I remember it like it was yesterday. It was freezing cold outside, but snow was falling in the peaceful way it does in a snow storm. I was watching Jo watch the flakes fall from heaven from my favorite vantage point snuggled against the crook of her tiny legs. Carols were playing softly in the background, and the house smelled like hot chocolate and cinnamon.
It was Christmas Eve, and though Jo and the man with the leather belt didn’t have much, the man found it in his (usually stone cold) heart to make something special of the holiday. There were presents wrapped under the Christmas tree he helped Jo and I decorate, and as Jo opened them I was overcome with the purest sense of joy as I watched the giddy glee take over her usually very serious face.
It didn’t occur to me in the least that something under the tree was for me. I had never gotten an actual Christmas present. Joy had always been enough. Or so I thought.

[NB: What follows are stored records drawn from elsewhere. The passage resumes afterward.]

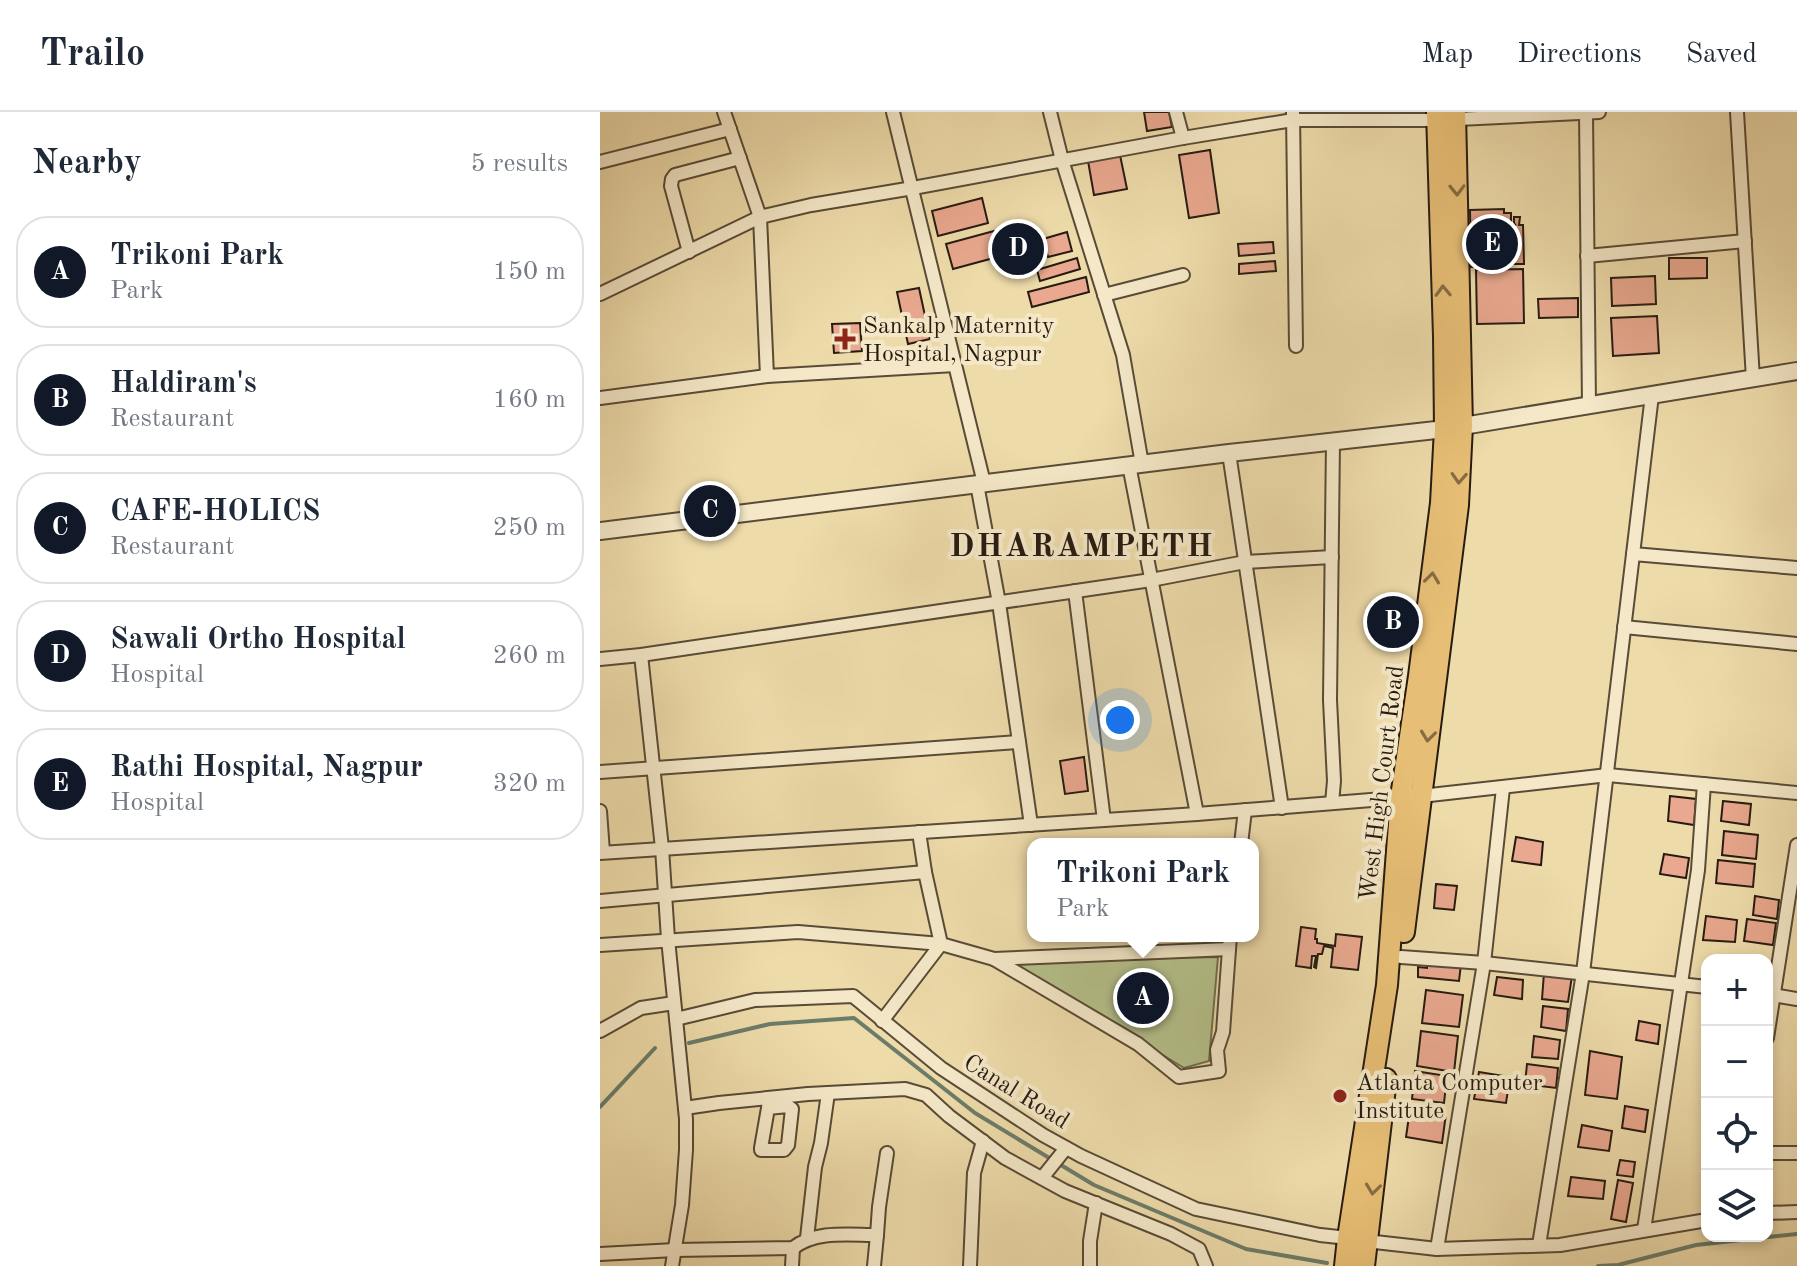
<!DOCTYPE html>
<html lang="en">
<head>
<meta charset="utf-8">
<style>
	body { margin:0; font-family:"Old Standard TT",serif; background:#f6f6f7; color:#1f2937 }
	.controls { position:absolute; right:24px; bottom:24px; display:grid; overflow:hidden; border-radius:16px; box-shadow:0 4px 12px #0003 }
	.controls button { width:72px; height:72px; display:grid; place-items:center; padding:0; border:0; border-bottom:2px solid #e0e1e3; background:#fff; color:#1f2937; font:40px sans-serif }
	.you { position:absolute; left:520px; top:608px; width:28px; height:28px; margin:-20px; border:6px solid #fff; border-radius:50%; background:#1a73e8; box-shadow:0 0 0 12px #1a73e833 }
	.badge { display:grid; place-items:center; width:52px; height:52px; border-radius:50%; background:#111827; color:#fff; font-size:26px; font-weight:700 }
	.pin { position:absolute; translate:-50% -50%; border:4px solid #fff; box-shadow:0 2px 8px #0006 }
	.popup { position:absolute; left:427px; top:726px; width:232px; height:104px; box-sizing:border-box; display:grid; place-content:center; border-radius:16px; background:#fff; filter:drop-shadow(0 2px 6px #0005); font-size:26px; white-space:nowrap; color:#747a83 }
	.popup b { font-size:30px; color:#1f2937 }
	.popup::after { content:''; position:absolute; left:50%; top:100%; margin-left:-16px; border:16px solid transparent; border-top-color:#fff }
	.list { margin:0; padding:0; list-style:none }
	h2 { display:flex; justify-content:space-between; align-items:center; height:104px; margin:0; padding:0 32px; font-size:34px }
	h2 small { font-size:26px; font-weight:400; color:#747a83 }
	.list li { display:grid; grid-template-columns:52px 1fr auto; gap:24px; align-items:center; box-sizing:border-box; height:112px; margin:0 16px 16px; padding:0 16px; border:2px solid #e0e1e3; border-radius:32px }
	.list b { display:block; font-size:30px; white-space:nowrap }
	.list p { margin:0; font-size:26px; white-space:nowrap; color:#747a83 }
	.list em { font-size:26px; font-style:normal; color:#747a83 }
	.icon { flex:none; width:44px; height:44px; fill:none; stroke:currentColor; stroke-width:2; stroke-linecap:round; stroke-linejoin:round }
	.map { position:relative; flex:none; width:1197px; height:1154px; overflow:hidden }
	header { display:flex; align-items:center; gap:48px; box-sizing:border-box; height:112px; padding:0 40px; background:#fff; border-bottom:2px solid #e0e1e3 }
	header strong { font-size:38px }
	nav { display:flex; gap:44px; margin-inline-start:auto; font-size:28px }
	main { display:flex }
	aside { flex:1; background:#fff }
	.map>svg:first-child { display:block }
	.green { fill:#b5c18b; stroke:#6e6e4e; stroke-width:2 }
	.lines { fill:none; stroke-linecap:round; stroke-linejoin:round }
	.stream { stroke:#6c7c6a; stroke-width:4 }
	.building { fill:#e9a88f; stroke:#271b11; stroke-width:2 }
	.minor-casing { stroke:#594b37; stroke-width:16 }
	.tertiary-casing { stroke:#594b37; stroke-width:20 }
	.primary-casing { stroke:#271b11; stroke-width:24 }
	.minor { stroke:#f4e8c8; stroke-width:12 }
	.tertiary { stroke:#f4e8c8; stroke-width:16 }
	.primary { stroke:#e7be75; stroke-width:20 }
	.oneway { stroke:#876c43 }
	.poi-dot { fill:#8f2418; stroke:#f4e8c8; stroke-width:3 }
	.labels { text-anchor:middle; stroke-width:8; stroke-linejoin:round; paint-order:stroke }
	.poi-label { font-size:24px; fill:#271b11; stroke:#f4e8c8; text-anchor:start }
	.street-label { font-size:24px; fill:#271b11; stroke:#f4e8c8 }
	.district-label { font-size:32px; font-weight:bold; letter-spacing:2px; fill:#271b11; stroke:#f4e8c8 }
</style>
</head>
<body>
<header>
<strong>Trailo</strong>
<nav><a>Map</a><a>Directions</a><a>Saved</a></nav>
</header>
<main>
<aside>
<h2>Nearby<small>5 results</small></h2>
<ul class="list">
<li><span class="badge">A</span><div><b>Trikoni Park</b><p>Park</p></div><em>150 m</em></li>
<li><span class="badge">B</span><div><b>Haldiram's</b><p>Restaurant</p></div><em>160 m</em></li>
<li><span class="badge">C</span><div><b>CAFE-HOLICS</b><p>Restaurant</p></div><em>250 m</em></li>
<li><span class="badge">D</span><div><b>Sawali Ortho Hospital</b><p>Hospital</p></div><em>260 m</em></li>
<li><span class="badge">E</span><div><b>Rathi Hospital, Nagpur</b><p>Hospital</p></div><em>320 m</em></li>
</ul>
</aside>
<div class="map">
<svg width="1197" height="1154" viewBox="0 0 1197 1154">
	<rect width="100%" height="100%" fill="#eedbaa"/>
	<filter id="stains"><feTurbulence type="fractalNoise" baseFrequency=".0025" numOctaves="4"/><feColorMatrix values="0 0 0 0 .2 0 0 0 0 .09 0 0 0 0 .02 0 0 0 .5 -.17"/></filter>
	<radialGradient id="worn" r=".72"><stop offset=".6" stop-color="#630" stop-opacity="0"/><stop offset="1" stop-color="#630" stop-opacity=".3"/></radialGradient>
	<!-- green -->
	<polygon class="green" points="618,845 609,949 584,956 406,847"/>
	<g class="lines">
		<!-- stream -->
		<g class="stream">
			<polyline points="89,931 170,912 254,906 375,1001 494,1073 646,1137 727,1151"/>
			<polyline points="0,995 55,936"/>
			<polyline points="998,1154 1018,1153 1096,1133 1197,1122"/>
		</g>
	</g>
	<!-- building -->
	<g class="building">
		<polygon points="544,0 569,0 572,15 547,19"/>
		<polygon points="610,38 619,101 589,106 579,43"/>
		<polygon points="520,43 527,77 494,83 488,49"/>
		<polygon points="382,86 388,111 338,124 332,99"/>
		<polygon points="904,97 904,101 911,101 911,110 907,110 907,113 916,113 914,112 914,105 920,105 919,113 923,113 924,152 907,152 907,140 903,140 904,154 871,155 870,98"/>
		<polygon points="394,119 401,144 353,157 346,132"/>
		<polygon points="467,120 472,139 448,145 443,127"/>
		<polygon points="431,129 432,141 422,143 423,147 411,148 409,132"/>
		<polygon points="673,130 674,141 639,144 638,132"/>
		<polygon points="477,146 480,157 440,169 437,158"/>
		<polygon points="1069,146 1107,146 1107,166 1069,167"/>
		<polygon points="675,149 676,159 639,162 639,152"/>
		<polygon points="923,157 924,211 877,212 876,158"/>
		<polygon points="1055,164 1056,192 1012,194 1011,166"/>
		<polygon points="486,165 489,180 432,195 428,180"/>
		<polygon points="319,176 330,227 308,232 297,180"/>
		<polygon points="978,186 978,205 939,206 938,187"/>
		<polygon points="1057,204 1059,241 1013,244 1011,206"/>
		<polygon points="260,211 262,239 234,241 232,212"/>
		<polygon points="484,645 488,679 465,682 460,649"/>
		<polygon points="1070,684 1096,687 1094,713 1068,709"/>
		<polygon points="1123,689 1151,692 1149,713 1121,709"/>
		<polygon points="1124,719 1158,723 1156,747 1122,743"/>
		<polygon points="916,725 943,730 941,753 912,749"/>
		<polygon points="1064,742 1089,746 1086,766 1060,762"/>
		<polygon points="1118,748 1155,752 1153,775 1116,771"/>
		<polygon points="836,772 857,774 854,798 834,796"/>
		<polygon points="1155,784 1179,788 1177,807 1153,803"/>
		<polygon points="1106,804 1137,808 1135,830 1103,828"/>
		<polygon points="1147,807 1176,811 1173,833 1144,829"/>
		<polygon points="701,815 716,817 715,827 717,827 717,831 735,834 736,822 762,825 758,858 731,855 733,836 724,834 722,842 718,842 716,856 714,855 716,844 712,844 711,856 696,854"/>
		<polygon points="827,850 861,852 859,869 818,865 818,855 827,856"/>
		<polygon points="944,861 972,864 968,890 942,887"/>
		<polygon points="897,865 923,868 922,887 894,883"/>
		<polygon points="826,878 863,883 859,915 822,911"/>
		<polygon points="943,894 968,897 966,919 941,915"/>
		<polygon points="1039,909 1060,913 1058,932 1036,928"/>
		<polygon points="821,919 858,924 854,960 817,954"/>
		<polygon points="934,924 960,928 958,947 932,945"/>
		<polygon points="990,939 1022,945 1017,987 985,983"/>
		<polygon points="927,952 958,956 956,976 925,972"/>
		<polygon points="815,959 847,964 844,991 812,987"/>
		<polygon points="879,960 910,965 906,991 874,987"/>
		<polygon points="1025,994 1048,998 1045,1020 1022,1016"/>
		<polygon points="810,997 846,1002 842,1031 806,1025"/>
		<polygon points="982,1013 1012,1019 1009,1039 978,1035"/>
		<polygon points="1020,1048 1035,1050 1033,1065 1017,1063"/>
		<polygon points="971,1065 1005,1069 1003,1087 968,1084"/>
		<polygon points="1018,1068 1033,1071 1026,1110 1011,1107"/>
	</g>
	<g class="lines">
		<!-- minor casing -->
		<g class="minor-casing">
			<g id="minor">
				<polyline points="124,0 160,105 167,264"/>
				<polyline points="293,0 384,371"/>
				<polyline points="450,0 462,48 523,243 542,352"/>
				<polyline points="576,0 583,26"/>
				<polyline points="1137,0 1153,267"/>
				<polyline points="693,1 696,234"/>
				<polyline points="986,1 989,293"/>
				<polyline points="0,50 130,17"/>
				<polyline points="89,140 71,74 72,67 75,63 140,46"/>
				<polyline points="987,144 1145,129"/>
				<polyline points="0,182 160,105 211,93 313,76 583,26 693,8 838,8 999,0"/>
				<polyline points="504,183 583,163"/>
				<polyline points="0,286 167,264 355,253"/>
				<polyline points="629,341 682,696"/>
				<polyline points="529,353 597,702"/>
				<polyline points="377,372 399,491 431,713"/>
				<polyline points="1033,442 1197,456"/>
				<polyline points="475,479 504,708"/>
				<polyline points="1024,515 1197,532"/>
				<polyline points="41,543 62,736 68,827 86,1007 86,1038 82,1093 72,1154"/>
				<polyline points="0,547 41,543 551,468 645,450 732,445"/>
				<polyline points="0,660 419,630"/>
				<polyline points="732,691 734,669 730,588 733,329"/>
				<polyline points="0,699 3,740"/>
				<polyline points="319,720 325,760"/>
				<polyline points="641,732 645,698"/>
				<polyline points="0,741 597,702 821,684 1008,663 1197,681"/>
				<polyline points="0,789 325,760 341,832 282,909"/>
				<polyline points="0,833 198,820 341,832 394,847 629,837"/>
				<polyline points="801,845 884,851 1107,875"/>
				<polyline points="394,847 538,932 579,965 619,959 617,938 623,920 630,824"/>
				<polyline points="1167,882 1197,887"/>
				<polyline points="76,907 155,888 253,884 341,956 443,1023 481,1044 596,1097 720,1123 748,1126"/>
				<polyline points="0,919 41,896 74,891"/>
				<polyline points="1167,926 1197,733"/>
				<polyline points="85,996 119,991 208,982 305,977 326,983 349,1004 405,1046 465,1079 571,1122 599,1137 606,1154"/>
				<polyline points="168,996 188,994 192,997 188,1033 184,1038 161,1038 161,1036 168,996 169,986"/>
				<polyline points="1167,1041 1197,1041"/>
				<polyline points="442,1066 466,1036"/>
				<polyline points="1167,1101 1197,1100"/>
				<polyline points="1044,1118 1098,758 1104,672"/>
				<polyline points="277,1123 279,1095 287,1041"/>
				<polyline points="207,1126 215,1055 221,1031 228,981"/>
				<polyline points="766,1129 837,1137 960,1133 1107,1108"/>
				<polyline points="939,1133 983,861 1052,283"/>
				<polyline points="837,1137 884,851 903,676"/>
				<path d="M0,1142L75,1138L193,1136C216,1118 249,1123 277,1123L274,1154"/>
				<polyline points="192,1154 193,1136"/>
				<polyline points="370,1154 374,1061 383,1029"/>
				<polyline points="490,1154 490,1129 496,1091"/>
			</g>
		</g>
		<!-- tertiary casing -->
		<g class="tertiary-casing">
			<polyline id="tertiary" points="0,419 629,341 845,317 1197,259"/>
		</g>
		<!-- primary casing -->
		<g class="primary-casing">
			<g id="primary">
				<polyline points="804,820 858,393 862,314 855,0"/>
				<polyline points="745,1154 748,1126 787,873 801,685 819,564 841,391 845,317 844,224 837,0"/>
				<polyline points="764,1154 786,967"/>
			</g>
		</g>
		<!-- minor -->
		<use href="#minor" class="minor"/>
		<!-- tertiary -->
		<use href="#tertiary" class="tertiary"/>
		<!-- primary -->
		<use href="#primary" class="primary"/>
	</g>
	<!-- one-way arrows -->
	<defs><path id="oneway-chevron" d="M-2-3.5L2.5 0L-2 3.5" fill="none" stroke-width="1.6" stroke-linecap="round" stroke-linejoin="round" transform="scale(2)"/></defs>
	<g class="oneway">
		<use href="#oneway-chevron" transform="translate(857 78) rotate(89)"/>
		<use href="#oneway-chevron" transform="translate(843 179) rotate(-92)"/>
		<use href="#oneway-chevron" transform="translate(859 366) rotate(93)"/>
		<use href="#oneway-chevron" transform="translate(832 466) rotate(-83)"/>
		<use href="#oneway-chevron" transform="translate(828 624) rotate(97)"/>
		<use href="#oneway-chevron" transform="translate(773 1077) rotate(97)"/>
	</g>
	<!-- markers -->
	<g class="poi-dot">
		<path d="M241 215h8v8h8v8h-8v8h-8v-8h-8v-8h8z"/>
		<circle cx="740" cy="984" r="8"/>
	</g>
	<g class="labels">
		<!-- poi labels -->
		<g class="poi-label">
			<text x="263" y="221">Sankalp Maternity<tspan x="263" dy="28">Hospital, Nagpur</tspan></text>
			<text x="756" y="978">Atlanta Computer<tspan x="756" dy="28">Institute</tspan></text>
		</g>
		<!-- street labels -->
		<g class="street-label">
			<text transform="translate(781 671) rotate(-83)" y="8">West High Court Road</text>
			<text transform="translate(417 979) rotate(32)" y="8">Canal Road</text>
		</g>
		<!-- district labels -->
		<g class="district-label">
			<text x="482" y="444">DHARAMPETH</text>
		</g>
	</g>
	<rect width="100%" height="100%" filter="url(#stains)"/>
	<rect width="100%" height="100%" fill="url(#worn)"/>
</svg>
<div class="controls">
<button>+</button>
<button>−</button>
<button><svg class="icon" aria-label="locate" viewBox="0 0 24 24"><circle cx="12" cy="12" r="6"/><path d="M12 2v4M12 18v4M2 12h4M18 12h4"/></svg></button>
<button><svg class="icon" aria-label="layers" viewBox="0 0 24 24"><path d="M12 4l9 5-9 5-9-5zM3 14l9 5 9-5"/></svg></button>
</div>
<div class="you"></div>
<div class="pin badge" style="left:543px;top:886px">A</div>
<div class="popup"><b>Trikoni Park</b>Park</div>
<div class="pin badge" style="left:793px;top:510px">B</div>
<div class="pin badge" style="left:110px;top:399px">C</div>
<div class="pin badge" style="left:418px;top:137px">D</div>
<div class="pin badge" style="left:892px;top:132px">E</div>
</div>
</main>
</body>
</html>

If I thought Jo was joyful as she received her gifts, that was nothing compared to how she embodied happiness as she handed me my gift. It was wrapped with pretty paper and a ribbon, which I remember thinking was so silly since I obviously couldn’t unwrap it myself. “To Wiley, from your Jo” she read the tag to me before tearing into the box. Out she pulled one of the most beautiful things I had ever seen. A collar she put together using things she had around the house (ribbons, broken head bands and the like) and a shiny tag that read “Wiley.”
If dogs could cry, I would have been bawling. But alas, all I could do was lick her and love her even more than usual, which was no hardship for me by any means. That was the very first collar I had and in many ways it remains my favorite to this day.
It wasn’t all that long after that blessed day that I remember feeling my heart break when the man with the leather belt ripped my precious collar off that day he left me on the side of the road. I loved being Jo’s Wiley. I was her protector, and she was mine. I will never forget her, or that beloved collar she gave me.
But I realized many (many) blessed days later that it’s not about the collar. It’s about belonging. It’s about knowing where I belong. Where home is.
I know there are dogs who nip and scratch and tear at their collars. I’ve never been one of them. My collar says who I am, but more importantly it says what I am. I am somebody’s. I belong. My people have changed the collars themselves up a few times since finding my forever home, but the one I’m wearing now says it all. “Rescued” it reads. Having a home, and having reminder of that to call my own is the best gift I could ever be given.